Art

Paintings tell tales in all styles

paint

The slant of thirsting mouths 2022 by Sujay Shah on display at the Circle Art Gallery on May 24, 2022. PHOTO | LUCY WANJIRU | NMG

Don Handah has become a first-class curator. Dipping into the storeroom at Circle Art Gallery in Nairobi where he works as the gallery manager, he pulled out a wonderful variety of regional artists whose newest works are in a group exhibition.

What is now being shown at Circle Art, through May 31, is a diverse collection of paintings, drawings, monoprints, and wall (and ceiling) hangings from 11 artists. They are mainly by Kenyan artists, but also ones from Ethiopia, Eritrea, Sudan, and Uganda.

They include Gor Soudan, Jonathan Fraser, Maliza Kiasuwa, Tiemar Tegene, Beatrice Wanjiku, Geoffrey Mukasa, Sujay Shah, Nahim Teklehiamanot, Wanyu Brush, Salah Elmur, and Tahir Karmali.

The show did not happen overnight.

“We had to contact the artists and ask if they could send us several of their latest works,” Don told BDLife shortly after the show opened on May 11.

Soon thereafter, the artworks started streaming in, coming from Naivasha, Siaya, Banana Hill, and Ngong as well as Addis Ababa, Cairo, and New York.

It took time, but the outcome is fascinating. The show, entitled ‘Fictions’, is artistically engaging, upbeat, eclectic, and yet, coherent and intriguing.

“It’s titled ‘Fictions’ because it’s like the literary art form that tells stories. Only now, its paintings doing the storytelling,” Don said.

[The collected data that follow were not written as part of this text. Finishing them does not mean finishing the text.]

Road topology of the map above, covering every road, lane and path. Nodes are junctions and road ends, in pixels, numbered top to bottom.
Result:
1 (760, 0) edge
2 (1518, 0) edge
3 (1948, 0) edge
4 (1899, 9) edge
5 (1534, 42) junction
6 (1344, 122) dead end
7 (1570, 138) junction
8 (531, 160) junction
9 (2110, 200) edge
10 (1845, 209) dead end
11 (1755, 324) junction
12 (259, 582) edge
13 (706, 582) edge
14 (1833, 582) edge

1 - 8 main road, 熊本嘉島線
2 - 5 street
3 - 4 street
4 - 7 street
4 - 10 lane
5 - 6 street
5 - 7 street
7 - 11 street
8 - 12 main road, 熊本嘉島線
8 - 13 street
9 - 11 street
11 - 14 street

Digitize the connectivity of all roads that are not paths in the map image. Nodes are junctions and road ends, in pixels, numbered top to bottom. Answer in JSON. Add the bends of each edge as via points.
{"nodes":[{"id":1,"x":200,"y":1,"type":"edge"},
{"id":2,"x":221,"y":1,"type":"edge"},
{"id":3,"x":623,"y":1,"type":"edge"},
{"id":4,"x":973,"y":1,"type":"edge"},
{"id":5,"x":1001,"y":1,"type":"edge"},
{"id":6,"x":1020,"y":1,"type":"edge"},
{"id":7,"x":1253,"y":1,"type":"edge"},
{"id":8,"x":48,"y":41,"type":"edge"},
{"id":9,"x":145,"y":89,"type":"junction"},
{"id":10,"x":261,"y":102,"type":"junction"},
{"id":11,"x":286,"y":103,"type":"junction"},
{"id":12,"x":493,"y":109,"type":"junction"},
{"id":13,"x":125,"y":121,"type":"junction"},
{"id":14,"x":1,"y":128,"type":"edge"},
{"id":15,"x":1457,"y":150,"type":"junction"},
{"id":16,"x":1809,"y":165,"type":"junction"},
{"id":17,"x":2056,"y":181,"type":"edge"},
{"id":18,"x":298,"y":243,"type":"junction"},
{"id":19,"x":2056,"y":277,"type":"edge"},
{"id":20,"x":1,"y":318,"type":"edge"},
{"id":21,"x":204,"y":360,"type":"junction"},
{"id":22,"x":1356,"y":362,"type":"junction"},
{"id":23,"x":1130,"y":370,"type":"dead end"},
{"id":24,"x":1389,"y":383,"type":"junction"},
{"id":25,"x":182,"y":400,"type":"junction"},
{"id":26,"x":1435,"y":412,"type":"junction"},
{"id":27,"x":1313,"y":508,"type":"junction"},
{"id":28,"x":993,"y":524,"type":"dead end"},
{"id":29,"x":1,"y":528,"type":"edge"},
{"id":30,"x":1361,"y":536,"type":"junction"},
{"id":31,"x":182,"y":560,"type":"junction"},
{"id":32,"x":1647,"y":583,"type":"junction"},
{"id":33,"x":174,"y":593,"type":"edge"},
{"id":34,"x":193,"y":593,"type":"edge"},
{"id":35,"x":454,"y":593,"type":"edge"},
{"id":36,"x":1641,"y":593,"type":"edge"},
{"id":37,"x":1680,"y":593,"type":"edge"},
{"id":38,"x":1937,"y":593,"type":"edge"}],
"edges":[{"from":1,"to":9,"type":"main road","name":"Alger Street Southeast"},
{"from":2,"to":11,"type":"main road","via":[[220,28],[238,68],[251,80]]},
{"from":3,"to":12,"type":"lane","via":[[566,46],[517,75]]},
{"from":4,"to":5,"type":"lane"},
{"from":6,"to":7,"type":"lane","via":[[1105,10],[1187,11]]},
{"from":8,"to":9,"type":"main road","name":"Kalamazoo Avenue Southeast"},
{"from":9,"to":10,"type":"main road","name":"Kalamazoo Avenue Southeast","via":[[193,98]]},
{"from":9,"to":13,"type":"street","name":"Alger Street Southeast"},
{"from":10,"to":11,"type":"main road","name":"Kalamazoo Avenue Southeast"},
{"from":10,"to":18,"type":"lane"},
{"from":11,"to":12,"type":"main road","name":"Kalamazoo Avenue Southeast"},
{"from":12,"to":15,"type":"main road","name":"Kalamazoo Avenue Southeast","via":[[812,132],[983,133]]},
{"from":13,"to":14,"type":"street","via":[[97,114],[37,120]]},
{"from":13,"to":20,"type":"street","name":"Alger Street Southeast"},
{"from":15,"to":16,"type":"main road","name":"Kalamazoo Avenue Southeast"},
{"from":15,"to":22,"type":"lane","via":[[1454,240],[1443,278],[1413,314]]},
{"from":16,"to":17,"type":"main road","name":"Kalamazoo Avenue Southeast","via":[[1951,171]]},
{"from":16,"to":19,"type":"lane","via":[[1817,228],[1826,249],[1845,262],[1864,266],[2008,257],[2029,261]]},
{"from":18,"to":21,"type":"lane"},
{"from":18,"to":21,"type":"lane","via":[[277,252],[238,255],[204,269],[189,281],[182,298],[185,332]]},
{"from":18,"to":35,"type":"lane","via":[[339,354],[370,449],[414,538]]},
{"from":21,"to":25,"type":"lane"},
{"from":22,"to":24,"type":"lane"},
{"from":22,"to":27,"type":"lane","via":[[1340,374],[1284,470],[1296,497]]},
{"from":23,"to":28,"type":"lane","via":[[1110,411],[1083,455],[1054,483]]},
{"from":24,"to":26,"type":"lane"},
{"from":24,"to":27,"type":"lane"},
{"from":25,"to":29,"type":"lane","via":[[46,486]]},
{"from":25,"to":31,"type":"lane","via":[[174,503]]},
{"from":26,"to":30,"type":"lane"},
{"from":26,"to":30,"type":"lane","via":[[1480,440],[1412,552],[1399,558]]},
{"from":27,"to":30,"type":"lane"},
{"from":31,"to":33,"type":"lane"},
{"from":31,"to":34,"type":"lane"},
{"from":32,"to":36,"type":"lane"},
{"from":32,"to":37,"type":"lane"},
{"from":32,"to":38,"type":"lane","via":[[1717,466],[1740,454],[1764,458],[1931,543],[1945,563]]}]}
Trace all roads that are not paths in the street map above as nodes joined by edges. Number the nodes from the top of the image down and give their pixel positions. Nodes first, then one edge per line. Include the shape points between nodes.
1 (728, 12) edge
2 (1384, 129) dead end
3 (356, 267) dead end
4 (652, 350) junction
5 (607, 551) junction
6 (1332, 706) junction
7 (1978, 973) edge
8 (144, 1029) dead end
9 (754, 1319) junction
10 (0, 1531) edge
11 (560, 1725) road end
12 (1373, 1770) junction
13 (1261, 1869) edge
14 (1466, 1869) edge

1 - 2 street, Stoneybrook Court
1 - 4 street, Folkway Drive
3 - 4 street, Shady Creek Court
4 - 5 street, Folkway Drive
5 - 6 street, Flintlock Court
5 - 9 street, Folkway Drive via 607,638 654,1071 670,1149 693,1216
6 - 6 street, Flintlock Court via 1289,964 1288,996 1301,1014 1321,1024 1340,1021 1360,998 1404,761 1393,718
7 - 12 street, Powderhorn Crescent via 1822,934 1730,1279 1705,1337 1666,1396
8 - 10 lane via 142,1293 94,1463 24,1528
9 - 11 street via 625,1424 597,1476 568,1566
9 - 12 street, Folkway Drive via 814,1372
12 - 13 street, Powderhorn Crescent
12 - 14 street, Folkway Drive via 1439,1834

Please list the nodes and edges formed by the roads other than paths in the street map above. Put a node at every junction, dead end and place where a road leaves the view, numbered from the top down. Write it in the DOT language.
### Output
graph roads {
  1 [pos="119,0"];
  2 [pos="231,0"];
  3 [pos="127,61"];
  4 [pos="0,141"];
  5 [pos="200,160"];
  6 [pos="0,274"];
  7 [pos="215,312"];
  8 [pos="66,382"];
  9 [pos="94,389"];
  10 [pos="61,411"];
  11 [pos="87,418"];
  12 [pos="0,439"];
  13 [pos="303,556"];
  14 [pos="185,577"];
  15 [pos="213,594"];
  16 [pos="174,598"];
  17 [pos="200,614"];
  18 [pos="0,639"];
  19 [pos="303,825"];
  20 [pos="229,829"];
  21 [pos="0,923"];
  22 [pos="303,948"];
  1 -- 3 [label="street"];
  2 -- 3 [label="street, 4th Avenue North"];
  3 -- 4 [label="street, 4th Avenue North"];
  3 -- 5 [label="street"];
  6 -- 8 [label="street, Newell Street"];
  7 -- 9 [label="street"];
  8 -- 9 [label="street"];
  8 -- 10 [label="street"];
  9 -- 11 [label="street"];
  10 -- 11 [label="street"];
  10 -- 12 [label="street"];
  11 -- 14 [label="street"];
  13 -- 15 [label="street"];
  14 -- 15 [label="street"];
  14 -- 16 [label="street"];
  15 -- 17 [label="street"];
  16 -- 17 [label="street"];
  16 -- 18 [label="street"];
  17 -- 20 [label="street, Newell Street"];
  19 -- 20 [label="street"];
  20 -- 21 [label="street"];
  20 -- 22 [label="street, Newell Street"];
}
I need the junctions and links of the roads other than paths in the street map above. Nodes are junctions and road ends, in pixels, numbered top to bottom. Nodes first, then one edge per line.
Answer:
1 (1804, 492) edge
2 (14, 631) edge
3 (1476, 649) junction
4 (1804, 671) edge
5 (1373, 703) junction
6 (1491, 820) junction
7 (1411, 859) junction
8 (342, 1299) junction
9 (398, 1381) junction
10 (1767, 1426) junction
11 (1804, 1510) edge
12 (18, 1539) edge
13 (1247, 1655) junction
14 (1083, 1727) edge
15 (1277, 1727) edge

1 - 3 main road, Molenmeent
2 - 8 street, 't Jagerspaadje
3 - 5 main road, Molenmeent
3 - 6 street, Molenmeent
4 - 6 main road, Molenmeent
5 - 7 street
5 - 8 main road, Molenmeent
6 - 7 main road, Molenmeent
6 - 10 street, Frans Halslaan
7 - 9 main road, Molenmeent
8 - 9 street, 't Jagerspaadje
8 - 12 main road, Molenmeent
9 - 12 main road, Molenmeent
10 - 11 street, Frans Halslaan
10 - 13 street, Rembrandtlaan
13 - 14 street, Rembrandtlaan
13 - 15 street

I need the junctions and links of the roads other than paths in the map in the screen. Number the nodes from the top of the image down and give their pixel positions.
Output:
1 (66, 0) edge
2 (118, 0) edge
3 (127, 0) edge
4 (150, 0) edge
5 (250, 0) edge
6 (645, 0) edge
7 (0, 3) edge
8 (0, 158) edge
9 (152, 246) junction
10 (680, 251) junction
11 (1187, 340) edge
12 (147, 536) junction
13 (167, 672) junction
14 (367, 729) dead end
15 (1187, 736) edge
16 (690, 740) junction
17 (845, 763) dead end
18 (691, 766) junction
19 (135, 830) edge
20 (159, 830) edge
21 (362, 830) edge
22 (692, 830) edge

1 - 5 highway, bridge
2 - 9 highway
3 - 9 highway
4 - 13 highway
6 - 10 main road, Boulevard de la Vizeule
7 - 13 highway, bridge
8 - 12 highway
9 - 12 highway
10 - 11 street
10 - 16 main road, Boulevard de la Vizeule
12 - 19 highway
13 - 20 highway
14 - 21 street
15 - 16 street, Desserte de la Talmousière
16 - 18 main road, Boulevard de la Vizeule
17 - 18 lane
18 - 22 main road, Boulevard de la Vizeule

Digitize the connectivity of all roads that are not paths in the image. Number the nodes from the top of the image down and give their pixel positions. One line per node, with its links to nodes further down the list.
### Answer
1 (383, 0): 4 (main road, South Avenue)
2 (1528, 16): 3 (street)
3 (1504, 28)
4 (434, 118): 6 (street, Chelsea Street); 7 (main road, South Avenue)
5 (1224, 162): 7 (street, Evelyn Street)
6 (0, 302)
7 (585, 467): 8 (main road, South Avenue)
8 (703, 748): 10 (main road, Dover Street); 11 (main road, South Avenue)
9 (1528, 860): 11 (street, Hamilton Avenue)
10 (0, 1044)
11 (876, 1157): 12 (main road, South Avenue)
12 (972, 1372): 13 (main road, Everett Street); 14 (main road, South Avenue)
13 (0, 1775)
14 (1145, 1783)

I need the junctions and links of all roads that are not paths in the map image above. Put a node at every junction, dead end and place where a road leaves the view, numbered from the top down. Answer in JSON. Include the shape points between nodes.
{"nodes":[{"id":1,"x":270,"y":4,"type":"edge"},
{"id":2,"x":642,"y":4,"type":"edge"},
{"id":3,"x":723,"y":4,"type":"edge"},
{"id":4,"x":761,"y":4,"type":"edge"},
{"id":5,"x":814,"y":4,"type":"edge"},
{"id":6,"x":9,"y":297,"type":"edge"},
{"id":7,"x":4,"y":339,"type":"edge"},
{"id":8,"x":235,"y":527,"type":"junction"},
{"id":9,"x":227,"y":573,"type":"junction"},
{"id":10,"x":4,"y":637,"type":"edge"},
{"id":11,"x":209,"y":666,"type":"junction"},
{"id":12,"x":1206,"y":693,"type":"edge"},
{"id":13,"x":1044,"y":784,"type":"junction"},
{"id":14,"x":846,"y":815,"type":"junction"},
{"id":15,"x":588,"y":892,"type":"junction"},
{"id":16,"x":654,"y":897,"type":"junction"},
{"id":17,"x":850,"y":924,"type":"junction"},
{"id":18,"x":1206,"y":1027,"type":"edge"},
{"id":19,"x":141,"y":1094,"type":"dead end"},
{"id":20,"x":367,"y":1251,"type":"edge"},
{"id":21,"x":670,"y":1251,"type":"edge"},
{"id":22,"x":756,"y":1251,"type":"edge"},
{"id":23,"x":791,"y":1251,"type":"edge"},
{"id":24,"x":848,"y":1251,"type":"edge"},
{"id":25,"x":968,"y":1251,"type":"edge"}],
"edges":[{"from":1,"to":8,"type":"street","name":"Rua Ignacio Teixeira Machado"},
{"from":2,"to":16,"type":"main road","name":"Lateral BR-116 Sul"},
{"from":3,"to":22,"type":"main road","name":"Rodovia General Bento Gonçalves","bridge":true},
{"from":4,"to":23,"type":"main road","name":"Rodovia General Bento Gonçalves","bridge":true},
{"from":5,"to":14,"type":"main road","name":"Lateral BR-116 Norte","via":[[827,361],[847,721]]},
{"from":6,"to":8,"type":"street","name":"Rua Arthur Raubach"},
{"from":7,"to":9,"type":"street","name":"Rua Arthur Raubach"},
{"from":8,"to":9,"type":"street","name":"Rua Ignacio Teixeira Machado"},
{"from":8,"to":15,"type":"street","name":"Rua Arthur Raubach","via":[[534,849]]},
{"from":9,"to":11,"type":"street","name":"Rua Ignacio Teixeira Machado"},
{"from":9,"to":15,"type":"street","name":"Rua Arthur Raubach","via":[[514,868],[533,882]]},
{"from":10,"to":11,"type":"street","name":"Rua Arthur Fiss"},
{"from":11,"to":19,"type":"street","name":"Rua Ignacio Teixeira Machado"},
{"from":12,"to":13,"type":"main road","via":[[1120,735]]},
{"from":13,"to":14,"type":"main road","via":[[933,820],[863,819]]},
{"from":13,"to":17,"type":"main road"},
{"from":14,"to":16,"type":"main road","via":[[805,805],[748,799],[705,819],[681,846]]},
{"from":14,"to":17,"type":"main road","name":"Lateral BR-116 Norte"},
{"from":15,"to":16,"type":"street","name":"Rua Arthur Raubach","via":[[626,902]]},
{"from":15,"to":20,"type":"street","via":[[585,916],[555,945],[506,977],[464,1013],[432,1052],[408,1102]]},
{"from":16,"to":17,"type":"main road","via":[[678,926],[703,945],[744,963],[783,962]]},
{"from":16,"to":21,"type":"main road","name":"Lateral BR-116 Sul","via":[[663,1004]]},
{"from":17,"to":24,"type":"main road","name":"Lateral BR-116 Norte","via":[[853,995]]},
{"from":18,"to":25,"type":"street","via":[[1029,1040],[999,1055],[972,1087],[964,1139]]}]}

Unfortunately, not all the artists are around to give the backstories of their work. Like the Eritrean Tiemar Tegene who is based in Addis. His painting, entitled “Muddy Waters’ features a river filled with floating blue-black skulls. The river could be anywhere in Africa where we have seen war crimes.

At the same time, parts of ‘Fictions’ are simply fun, like the paintings of Sujay. Both his ‘Bathtub’ piece and ‘Still Life…Denial’ brighten up the walls on which they are hung. And as for ‘Still life..’, it amplifies the joy of colour and a surreal style of fun in an entire room.

Don had chosen to hang several black and white works to the left and right of Sujay’s. His painting colourfully contrasts the drawings by Gor and Karmali, and Malisa’s wall-hangings which are also mainly black and white but equally graced with hints of colour.

None of these distract from the room’s main attraction, namely Sujah’s yellow and pink zebra skin on which sit a yellow table and red birdcage. There are other odds and ends painted on the canvas. But on the whole, his surrealist style seems to be a parody of the classical concept of still life.

Other upbeat arrangements by Don include his juxtapositions, like placing Wanyu’s two pieces next to one by Jonathan, Tiemar’s colored monoprints portraits complimenting Salah’s contrasting perspective on portraiture.

Then there is the dark (both visually and psychologically) piece by Beatrice which feels uplifted by the ceiling-hanging of Malisa’s green and yellow giant paper beads which hang just next to Beatrice’s work.

The only works in the show that are not new are by Wanyu. These are two of the finest by one of Kenya’s early visual artists. The two came to the gallery through a collaborative arrangement between Banana Hill Gallery and Circle Art.

They are the first two small gems that meet your gaze as you enter the gallery, contrasting well with one of Jonathan’s newest works. As he is one of the younger artists in the show and Wanyu the oldest, what is intriguing is they both use a broad range of colours in their art.

-Fraser’s works are filled with mixed media, including charcoal, pastels, spray paint, and acrylics. His style is experimental, one that is evolving in abstract and exciting ways. One other of his pieces has an intuitive connection to its neighbour, the shining black skulls by Tegene.

Among other Kenyan artists, Beatrice, Maliza, Gor, and Sujay stand out as stunners, offering clear-cut views of the wide range of styles developing among Kenyans: an emphasis on the organic in drawings by both Gor and Karmali (who is now based in New York) as well as by Maliza whose wall hangings are elegant tapestries of natural fibers stitched together by the Naivasha-based woman.

One of only three women in the show, Addis-based Tiemar is among the younger generation of artists being shown by Circle Art. The other is Beatrice who is among the earliest Kenyan women to emerge on the scene.

Finally, the other elder artist in the show is the wise and wonderful Elmur. But who is the most entertaining artist, for me, is surrealist Sujay.